X es lo que comúnmente denominamos “una buena persona”. Así lo cree él y así opinan los que le rodean. Cualquiera de sus amigos y conocidos lo definiría como una persona honesta, leal, coherente y siempre dispuesta a echar una mano. Trabajador responsable, diligente y eficaz, trata a sus compañeros con simpatía y afabilidad y es educado y amable con sus clientes. Marido fiel y cariñoso, intenta pasar todo el tiempo que puede con sus hijos, y las pocas horas libres que le restan las dedica a estudiar alemán y a colaborar en una ONG local. X es, en fin, un ciudadano respetable y respetuoso con el orden establecido.
X utiliza cada día el tren para desplazarse de casa al trabajo y viceversa. Hace un par de semanas, X vivió la que tal vez sea una de las experiencias más difíciles y traumáticas a las que se ha enfrentado. A un solitario vagón del tren nocturno en el que regresa a su casa cuando sale tarde de trabajar, subió un patán simiesco, uno de esos bárbaros de escasa luces que disfrutan del mal ajeno a falta de vida inteligente en su hueca calavera. El salvaje rapado se dedicó sin motivo, provocación ni aviso al inhumano maltrato y abuso del débil. No había nadie más en el vagón. Mientras X intentaba no prestar atención a la escena, el bruto pataco insultaba a la otra única pasajera, una joven inmigrante. X trataba de obligarse a actuar, argüía mil razones para levantarse y encararse al torpe desalmado pero ninguna de ellas era suficiente para vencer lo que en aquel momento le pareció prudencia. De los insultantes bramidos, el imbécil paleto pasó a los golpes y a las patadas, y X, tratando de no mirar, reconociéndose incapaz de hacer nada, sólo anhelaba llegar a la próxima parada. El cafre continuó con su retahíla de salvajadas, hasta que se cansó y se marchó. La muchacha lloraba. Y X, ciudadano ejemplar, no hizo nada.

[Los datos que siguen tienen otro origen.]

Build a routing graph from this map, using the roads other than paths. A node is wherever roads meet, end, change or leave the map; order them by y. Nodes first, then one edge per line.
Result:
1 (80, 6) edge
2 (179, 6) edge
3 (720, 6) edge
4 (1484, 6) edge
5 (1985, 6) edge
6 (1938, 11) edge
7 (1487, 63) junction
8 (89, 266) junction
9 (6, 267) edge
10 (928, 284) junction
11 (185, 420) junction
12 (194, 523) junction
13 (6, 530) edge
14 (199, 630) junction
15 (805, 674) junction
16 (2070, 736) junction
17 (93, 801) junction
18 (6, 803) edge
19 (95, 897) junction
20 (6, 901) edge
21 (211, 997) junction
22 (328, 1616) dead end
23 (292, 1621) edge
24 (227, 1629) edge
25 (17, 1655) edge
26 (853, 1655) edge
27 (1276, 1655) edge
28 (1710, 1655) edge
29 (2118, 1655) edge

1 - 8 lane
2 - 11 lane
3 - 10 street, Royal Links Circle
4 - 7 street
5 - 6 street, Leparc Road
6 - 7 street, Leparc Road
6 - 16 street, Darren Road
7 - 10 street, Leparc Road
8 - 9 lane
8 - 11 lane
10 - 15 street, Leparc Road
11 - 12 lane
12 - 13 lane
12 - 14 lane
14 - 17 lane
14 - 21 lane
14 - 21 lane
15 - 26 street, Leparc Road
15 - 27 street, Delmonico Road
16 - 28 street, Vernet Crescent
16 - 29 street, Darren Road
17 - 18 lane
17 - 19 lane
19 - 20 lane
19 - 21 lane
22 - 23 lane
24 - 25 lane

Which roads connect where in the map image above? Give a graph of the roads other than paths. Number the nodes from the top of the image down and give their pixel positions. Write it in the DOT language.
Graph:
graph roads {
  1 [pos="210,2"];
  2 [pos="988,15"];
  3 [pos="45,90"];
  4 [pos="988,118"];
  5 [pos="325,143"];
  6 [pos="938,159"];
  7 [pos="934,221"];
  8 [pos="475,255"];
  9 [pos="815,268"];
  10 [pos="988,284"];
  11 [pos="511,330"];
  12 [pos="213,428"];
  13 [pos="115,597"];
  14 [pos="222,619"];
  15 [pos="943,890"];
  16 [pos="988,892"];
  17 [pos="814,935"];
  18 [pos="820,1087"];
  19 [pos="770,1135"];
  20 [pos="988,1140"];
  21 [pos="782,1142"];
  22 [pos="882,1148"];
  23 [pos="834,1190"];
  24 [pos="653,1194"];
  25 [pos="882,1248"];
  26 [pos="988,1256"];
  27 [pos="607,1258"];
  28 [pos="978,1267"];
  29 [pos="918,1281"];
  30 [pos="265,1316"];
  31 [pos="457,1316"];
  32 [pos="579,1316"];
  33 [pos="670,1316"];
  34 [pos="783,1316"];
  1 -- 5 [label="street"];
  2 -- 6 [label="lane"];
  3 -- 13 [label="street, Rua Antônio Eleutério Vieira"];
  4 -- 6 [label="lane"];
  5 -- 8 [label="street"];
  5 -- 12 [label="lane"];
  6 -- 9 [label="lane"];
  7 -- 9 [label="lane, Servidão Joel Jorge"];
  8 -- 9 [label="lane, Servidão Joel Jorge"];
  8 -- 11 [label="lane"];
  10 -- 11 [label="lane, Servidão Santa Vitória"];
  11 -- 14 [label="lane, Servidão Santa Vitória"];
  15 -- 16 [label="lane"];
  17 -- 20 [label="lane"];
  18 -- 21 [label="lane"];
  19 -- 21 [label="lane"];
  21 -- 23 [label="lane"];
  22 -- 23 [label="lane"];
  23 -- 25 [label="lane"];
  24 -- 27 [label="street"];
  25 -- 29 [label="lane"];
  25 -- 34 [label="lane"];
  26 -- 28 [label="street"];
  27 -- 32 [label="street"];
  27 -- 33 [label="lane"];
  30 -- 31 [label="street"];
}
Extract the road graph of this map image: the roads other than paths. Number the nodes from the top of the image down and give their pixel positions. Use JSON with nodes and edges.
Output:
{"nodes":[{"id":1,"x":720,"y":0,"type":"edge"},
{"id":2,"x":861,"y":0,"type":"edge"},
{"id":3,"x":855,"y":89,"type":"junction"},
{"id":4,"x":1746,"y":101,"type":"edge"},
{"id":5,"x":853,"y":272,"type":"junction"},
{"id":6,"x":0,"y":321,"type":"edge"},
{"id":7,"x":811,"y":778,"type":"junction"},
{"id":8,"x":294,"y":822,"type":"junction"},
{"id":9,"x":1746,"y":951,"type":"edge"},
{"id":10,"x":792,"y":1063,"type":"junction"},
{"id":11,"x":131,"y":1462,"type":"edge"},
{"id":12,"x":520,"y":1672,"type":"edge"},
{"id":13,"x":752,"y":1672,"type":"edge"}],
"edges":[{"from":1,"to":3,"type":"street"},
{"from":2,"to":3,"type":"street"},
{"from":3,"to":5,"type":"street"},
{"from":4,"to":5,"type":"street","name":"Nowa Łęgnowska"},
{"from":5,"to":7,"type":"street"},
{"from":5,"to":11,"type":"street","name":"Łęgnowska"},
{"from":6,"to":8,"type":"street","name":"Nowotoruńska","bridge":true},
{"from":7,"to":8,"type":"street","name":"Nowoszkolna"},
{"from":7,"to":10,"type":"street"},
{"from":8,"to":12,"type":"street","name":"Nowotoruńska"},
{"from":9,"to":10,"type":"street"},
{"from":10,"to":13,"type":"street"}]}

Ahora X vive atormentado. En su cerebro, de día y de noche, se repite la escena. La reconstruye, la revive, la reinventa y la rehace de mil maneras y formas, tratando de imaginar qué hubiera ocurrido si... X ya no va a trabajar, le aterroriza que llegue el momento diario de estar con sus hijos, ha gritado sin motivo en un par de ocasiones a su mujer - a la que no ha explicado nada - y apenas se atreve a salir a la calle. X se pasa el día analizando, segundo a segundo, lo que ocurrió aquella terrible noche en aquel absurdo vagón, y trata de encontrar desesperadamente alguna manera de compensar su enorme – pero tan humana - cobardía. Cuando llega a intuir que no hay compensación posible, busca paz en la justificación de aquella pusilanimidad paralizante, y entonces se dice a sí mismo que de haber tomado cartas en el asunto tal vez no hubiera vuelto a ver sus hijos, y se susurra en secreto a sí mismo que no fue cobardía sino prudencia, que cualquiera habría actuado igual, y razona que lo mejor que se puede hacer es ir a lo propio, que nadie ayuda a nadie, que nadie conoce a nadie y que no vale la pena arriesgarse por un desconocido. X sabe que hay mucho, demasiado, de cierto en sus argumentos, pero eso no sólo no le sirve de alivio sino que, al contrario, acrecienta su angustia. X sabe que la mayoría de ciudadanos ejemplares habrían actuado exactamente igual que él, pero eso no le consuela en sus noches de insomnio. X sabe que muy poca gente puede reprocharle nada, porque casi nadie hubiera actuado de forma diferente, pero eso no le evita escuchar de su propia voz la cabal condena: "cobarde".
“Al menos”, se dice cuando ya no le queda ni un solo argumento alentador, ni una sola palabra confortante, “en aquel vagón no había cámara de vigilancia”.Y luego lee sobre otro caso similar que ocurrió por esas mismas fechas: “El joven que presenció la agresión a la chica ecuatoriana en los Ferrocarriles de la Generalitat (FGC) ha comunicado a los Mossos que se siente intimidado por varios vecinos de su localidad, Olesa de Montserrat (Barcelona), que le increpan por no haber intervenido para evitar los golpes.” Y piensa que esos cívicos vecinos de Olesa serán también, como él, ciudadanos ejemplares.